[Start of section]

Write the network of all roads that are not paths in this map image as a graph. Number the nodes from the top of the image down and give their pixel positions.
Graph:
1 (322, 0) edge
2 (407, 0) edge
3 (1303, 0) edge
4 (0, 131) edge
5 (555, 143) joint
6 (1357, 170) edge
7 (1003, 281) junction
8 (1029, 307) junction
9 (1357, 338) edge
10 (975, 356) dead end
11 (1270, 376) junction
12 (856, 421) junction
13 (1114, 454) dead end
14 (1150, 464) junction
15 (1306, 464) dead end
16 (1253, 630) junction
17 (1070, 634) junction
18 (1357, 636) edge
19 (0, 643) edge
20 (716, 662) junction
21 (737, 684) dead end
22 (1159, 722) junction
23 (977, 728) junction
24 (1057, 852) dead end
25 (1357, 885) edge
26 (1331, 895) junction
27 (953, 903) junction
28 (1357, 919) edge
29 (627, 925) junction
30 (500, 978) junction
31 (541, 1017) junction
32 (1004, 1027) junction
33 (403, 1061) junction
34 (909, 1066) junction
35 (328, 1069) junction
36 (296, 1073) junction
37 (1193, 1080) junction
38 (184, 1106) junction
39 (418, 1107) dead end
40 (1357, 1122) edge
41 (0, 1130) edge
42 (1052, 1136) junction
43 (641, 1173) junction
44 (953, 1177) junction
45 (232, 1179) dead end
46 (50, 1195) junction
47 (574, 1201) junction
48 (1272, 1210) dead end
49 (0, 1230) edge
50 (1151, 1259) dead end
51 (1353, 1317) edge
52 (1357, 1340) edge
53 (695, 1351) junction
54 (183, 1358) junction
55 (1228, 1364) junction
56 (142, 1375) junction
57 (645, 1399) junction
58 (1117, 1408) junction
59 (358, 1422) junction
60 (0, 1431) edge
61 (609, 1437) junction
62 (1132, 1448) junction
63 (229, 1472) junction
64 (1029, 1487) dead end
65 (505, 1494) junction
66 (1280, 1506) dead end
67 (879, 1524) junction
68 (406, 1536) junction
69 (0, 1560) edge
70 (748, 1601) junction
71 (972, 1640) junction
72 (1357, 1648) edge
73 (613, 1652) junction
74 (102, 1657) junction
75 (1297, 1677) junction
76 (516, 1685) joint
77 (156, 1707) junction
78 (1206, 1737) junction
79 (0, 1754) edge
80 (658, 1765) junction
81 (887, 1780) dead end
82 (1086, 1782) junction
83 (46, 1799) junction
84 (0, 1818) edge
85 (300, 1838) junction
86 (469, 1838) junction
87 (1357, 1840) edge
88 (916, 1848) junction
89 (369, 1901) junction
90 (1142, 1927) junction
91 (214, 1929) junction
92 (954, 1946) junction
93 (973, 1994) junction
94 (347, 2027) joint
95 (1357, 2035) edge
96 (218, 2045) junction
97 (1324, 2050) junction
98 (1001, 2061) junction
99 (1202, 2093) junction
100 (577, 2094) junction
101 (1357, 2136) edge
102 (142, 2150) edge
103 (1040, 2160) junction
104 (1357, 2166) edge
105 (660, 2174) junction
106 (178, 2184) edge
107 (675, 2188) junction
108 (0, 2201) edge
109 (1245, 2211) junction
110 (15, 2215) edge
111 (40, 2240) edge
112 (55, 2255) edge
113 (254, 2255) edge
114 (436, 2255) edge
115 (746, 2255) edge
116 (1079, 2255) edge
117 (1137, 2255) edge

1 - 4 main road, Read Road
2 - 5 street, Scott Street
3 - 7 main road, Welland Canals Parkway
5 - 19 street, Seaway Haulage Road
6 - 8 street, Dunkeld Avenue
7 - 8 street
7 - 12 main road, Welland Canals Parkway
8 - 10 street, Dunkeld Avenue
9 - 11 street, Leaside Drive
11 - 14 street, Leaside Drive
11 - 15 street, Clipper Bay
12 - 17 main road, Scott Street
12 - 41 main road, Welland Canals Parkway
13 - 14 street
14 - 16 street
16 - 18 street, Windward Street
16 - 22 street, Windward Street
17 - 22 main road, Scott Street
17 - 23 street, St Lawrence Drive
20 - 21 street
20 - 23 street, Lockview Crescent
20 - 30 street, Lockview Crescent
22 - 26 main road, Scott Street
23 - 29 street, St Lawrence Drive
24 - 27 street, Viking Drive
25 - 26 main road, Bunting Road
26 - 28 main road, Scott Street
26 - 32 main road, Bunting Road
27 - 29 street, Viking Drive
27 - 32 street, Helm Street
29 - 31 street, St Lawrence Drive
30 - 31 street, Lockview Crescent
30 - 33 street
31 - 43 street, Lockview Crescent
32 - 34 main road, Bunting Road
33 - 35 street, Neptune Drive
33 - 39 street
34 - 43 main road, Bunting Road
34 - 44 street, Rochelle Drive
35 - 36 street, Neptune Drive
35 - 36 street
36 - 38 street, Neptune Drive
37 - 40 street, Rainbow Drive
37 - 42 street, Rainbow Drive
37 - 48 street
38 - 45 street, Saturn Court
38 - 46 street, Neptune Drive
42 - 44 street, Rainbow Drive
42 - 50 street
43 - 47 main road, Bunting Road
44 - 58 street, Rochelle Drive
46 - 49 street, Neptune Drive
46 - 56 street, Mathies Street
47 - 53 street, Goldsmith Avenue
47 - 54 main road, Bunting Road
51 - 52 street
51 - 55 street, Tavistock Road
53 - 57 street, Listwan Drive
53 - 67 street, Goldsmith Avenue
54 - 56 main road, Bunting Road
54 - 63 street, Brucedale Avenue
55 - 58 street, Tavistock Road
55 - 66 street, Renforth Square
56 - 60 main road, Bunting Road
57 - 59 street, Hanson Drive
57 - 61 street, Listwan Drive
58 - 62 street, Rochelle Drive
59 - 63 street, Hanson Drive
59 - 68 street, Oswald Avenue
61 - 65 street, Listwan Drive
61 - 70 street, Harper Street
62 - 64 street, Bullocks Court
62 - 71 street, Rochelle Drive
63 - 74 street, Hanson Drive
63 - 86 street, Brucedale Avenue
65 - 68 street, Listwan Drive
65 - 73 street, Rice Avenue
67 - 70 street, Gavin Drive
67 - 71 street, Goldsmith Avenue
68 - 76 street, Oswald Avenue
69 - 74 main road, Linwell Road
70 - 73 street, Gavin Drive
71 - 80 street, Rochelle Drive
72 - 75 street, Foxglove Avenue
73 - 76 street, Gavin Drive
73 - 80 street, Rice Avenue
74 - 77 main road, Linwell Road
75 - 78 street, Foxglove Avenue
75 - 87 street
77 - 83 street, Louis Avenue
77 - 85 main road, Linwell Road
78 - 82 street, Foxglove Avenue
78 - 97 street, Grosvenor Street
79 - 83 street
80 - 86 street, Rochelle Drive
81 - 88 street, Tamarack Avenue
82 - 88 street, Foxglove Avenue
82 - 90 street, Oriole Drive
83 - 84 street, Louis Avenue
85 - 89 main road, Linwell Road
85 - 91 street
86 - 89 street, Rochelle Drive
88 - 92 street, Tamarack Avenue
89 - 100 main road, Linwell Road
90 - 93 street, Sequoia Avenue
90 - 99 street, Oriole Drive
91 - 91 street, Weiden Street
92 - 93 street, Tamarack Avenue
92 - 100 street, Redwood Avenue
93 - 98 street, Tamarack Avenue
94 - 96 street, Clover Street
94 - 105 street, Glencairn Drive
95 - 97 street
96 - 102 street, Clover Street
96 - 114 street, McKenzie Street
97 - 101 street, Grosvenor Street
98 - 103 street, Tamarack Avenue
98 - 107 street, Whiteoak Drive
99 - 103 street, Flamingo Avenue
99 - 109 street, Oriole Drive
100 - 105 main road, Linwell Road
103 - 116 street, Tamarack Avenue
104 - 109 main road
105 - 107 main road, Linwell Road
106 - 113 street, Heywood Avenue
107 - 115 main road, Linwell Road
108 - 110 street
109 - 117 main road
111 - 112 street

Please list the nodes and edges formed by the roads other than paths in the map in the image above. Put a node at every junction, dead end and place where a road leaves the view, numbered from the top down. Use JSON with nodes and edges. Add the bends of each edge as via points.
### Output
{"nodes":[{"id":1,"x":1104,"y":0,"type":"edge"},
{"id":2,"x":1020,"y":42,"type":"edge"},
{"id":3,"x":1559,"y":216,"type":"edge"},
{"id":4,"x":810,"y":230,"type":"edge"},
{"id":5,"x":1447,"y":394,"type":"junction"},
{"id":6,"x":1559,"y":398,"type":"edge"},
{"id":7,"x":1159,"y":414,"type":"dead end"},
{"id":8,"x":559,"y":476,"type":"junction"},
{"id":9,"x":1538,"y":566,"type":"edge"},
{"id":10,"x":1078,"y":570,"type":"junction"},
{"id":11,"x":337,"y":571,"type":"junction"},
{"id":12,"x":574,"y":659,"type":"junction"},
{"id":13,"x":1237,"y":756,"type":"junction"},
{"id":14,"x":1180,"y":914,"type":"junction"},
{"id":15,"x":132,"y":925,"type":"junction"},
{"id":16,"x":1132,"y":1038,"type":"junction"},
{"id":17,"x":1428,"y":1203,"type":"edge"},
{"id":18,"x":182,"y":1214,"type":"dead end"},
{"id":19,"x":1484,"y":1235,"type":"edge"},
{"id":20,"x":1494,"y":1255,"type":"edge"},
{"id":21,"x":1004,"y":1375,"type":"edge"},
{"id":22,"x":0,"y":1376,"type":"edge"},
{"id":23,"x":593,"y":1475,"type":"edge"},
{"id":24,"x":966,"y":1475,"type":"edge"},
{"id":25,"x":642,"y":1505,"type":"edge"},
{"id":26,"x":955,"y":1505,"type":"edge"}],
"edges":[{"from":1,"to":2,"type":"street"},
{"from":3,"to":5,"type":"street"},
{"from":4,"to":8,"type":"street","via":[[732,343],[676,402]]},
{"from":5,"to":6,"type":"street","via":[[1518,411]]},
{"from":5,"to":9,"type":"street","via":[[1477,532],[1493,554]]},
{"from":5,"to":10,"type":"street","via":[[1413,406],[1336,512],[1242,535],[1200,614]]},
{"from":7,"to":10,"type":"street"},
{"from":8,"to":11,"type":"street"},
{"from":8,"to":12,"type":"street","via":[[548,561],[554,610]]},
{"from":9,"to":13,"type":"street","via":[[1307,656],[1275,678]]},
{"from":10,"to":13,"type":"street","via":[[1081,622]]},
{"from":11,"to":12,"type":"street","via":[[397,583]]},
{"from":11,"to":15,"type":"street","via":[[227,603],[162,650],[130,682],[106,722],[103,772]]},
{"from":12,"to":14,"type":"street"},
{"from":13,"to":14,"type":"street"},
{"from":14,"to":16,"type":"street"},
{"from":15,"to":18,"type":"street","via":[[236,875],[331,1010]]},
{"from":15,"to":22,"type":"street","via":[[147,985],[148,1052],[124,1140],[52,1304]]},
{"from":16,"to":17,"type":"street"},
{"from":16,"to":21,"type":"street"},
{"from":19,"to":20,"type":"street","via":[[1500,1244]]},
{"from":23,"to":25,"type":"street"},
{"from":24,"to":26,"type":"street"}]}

[End of section]

> [ASSIGNED TASK] In the entries above, identify each line that includes the string "Crescent", then copy it.

> [RESPONSE AREA]
20 - 23 street, Lockview Crescent
20 - 30 street, Lockview Crescent
30 - 31 street, Lockview Crescent
31 - 43 street, Lockview Crescent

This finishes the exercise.